A vacina desenvolvida pela Pfizer e a BioNTech é mesmo eficaz na prevenção de sintomas e estados graves de covid-19 em doentes crónicos e de risco.

As conclusões são de um estudo realizado por Israel, o maior até à data, que envolveu quase um 1,4 milhões de pessoas.

Diabéticos ou doentes cardíacos, por exemplo, são dois dos grupos nos quais a vacina se mostrou eficaz na prevenção de estados graves. Mas o estudo prova ainda que a vacina foi 100% eficaz para pessoas com imunodeficiência.

No caso de doentes crónicos ou de risco associado à gravidez, à obesidade ou tabagismo o nível de eficácia para evitar agravamento da covid-19 supera os 90%

Por outro lado, as taxas de eficácia contra a infeção sintomática são ligeiramente inferiores:

  • 86% em doentes com diabetes tipo II
  • 84% em pessoas com imunodeficiências
  • 80% em doentes cardíacos ou com doenças renais crónicas
  • 75% em doenças cerebrovasculares .

Os resultados foram inferiores aos 96% da eficácia da vacina sete dia ou mais após a segunda dose, revelada pelo estudo e à eficácia de 95% adiantada por testes clínicos no ano passado.

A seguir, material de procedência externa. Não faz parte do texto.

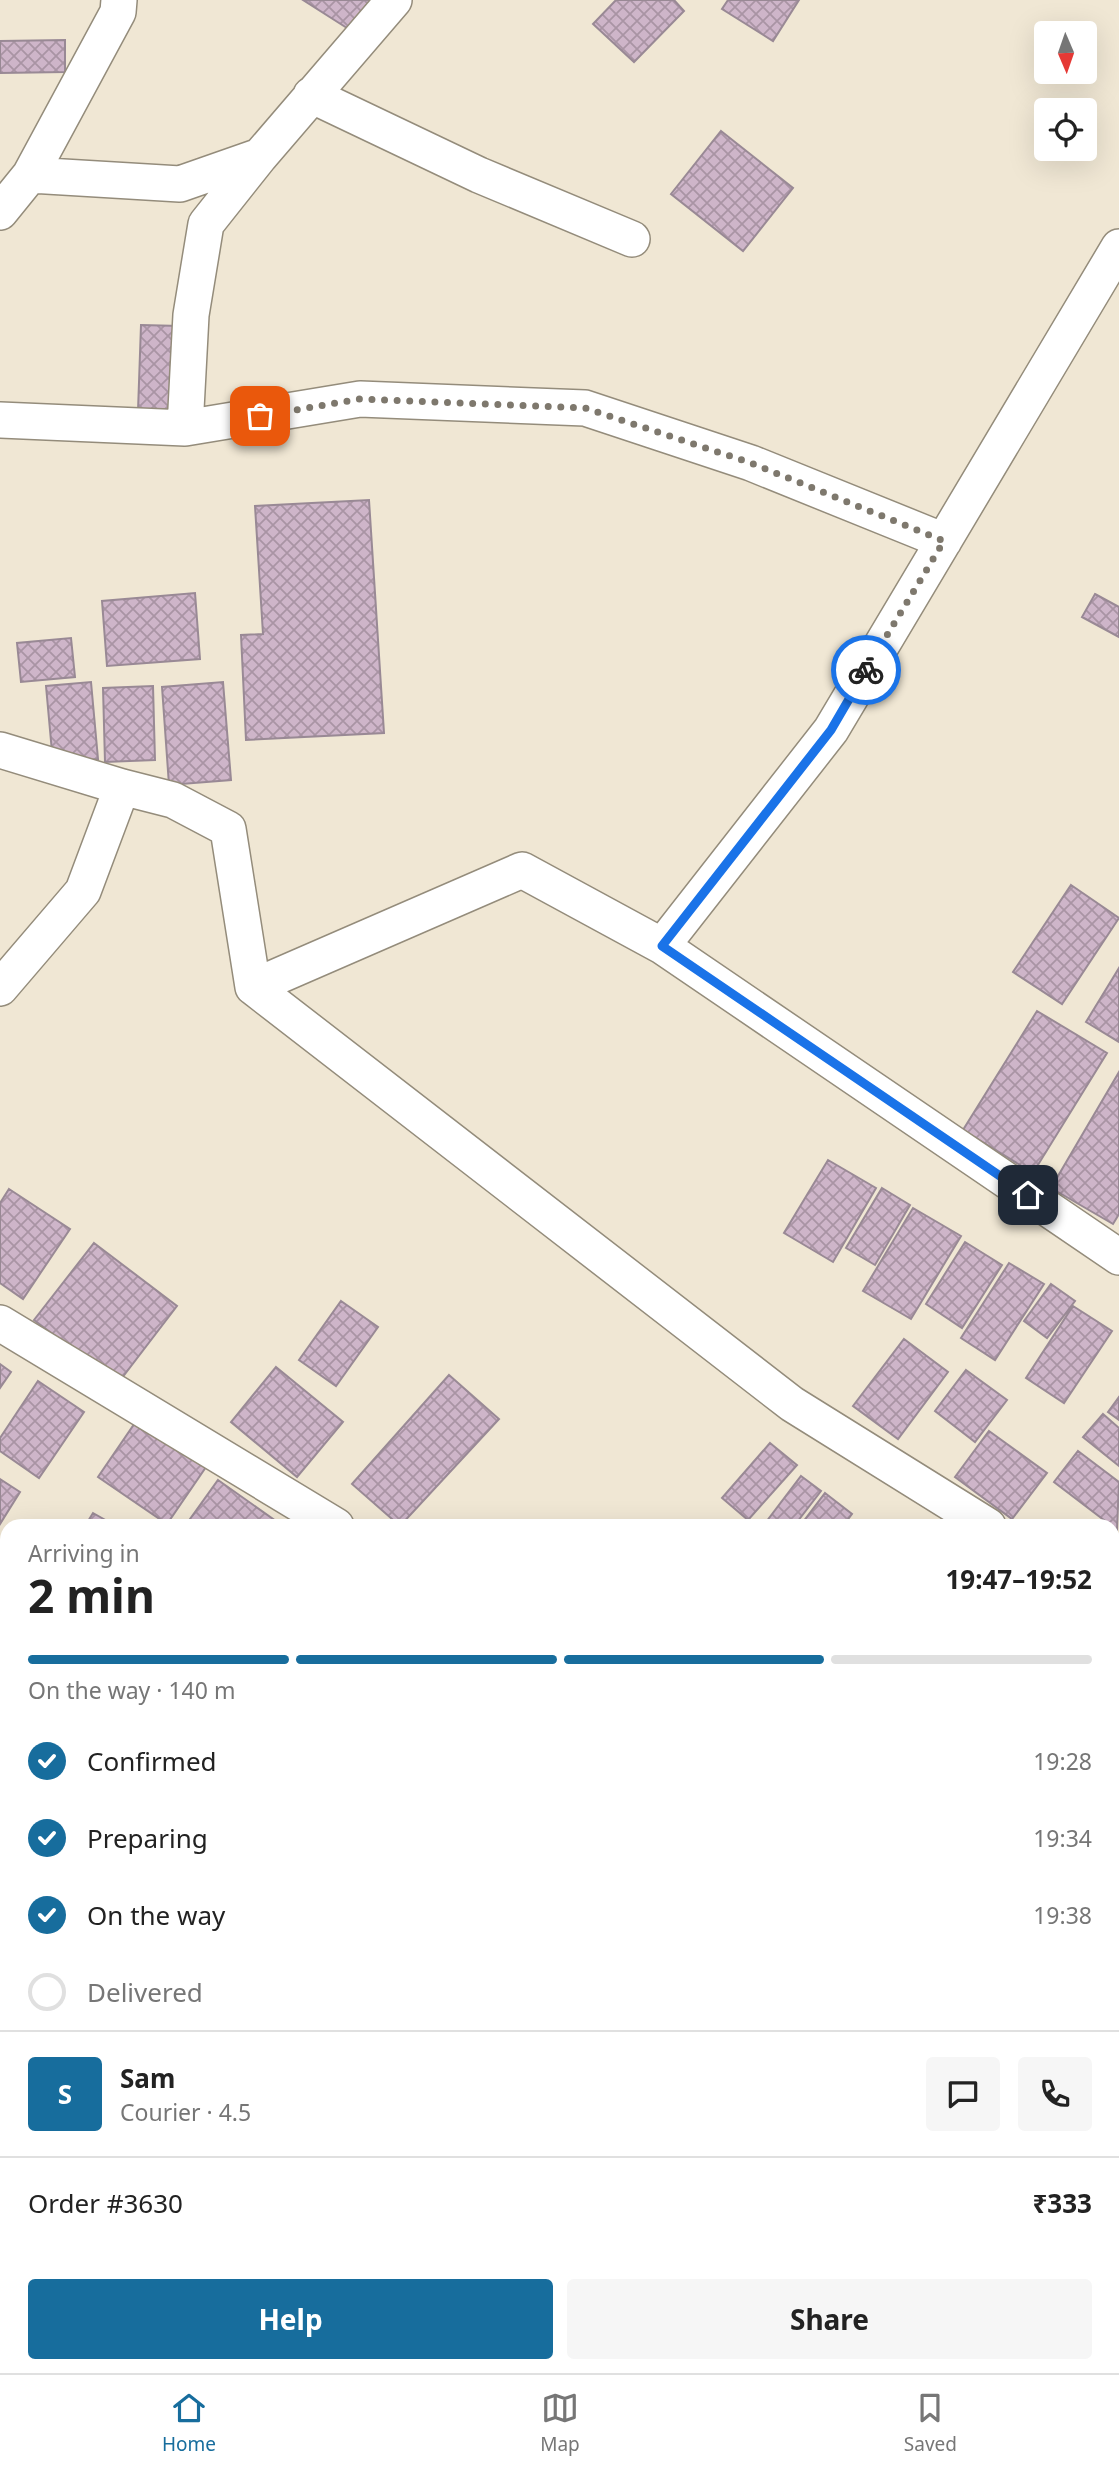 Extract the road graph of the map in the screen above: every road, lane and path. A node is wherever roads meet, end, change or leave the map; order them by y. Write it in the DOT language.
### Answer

No entanto, os investigadores revelam algum otimismo que, ainda assim, a vacina ofereça proteção contra doença grave em pessoas que sejam infetadas após a toma do fármaco.

A proteção é ligeiramente reduzida entre pacientes com várias comorbidades. Estes resultados são muito encorajadores, uma vez que sugerem que a maioria dos casos de covid-19  serão evitados pela vacinação, mesmo em idosos e doentes crónicos", disse Ran Balicer, diretor de inovação da Clalit .

"Pessoas com doenças crónicas, múltiplas doenças crónicas ou graves, devem ser vacinadas porque a vacina é muito eficaz em protegê-los contra as altas taxas de complicações que são esperadas", disse ainda Balicer.

Recorde-se que a vacina da BioNTech/Pfizer, assente na tecnologia do ARN mensageiro, tem sido a principal escolha de Bruxelas para fazer face aos contratempos na campanha de vacinação europeia, querendo o executivo comunitário que sejam também estas farmacêuticas a desenvolver vacinas contra as novas variantes para a UE, num total de 1,8 mil milhões de doses para 2022 e 2023.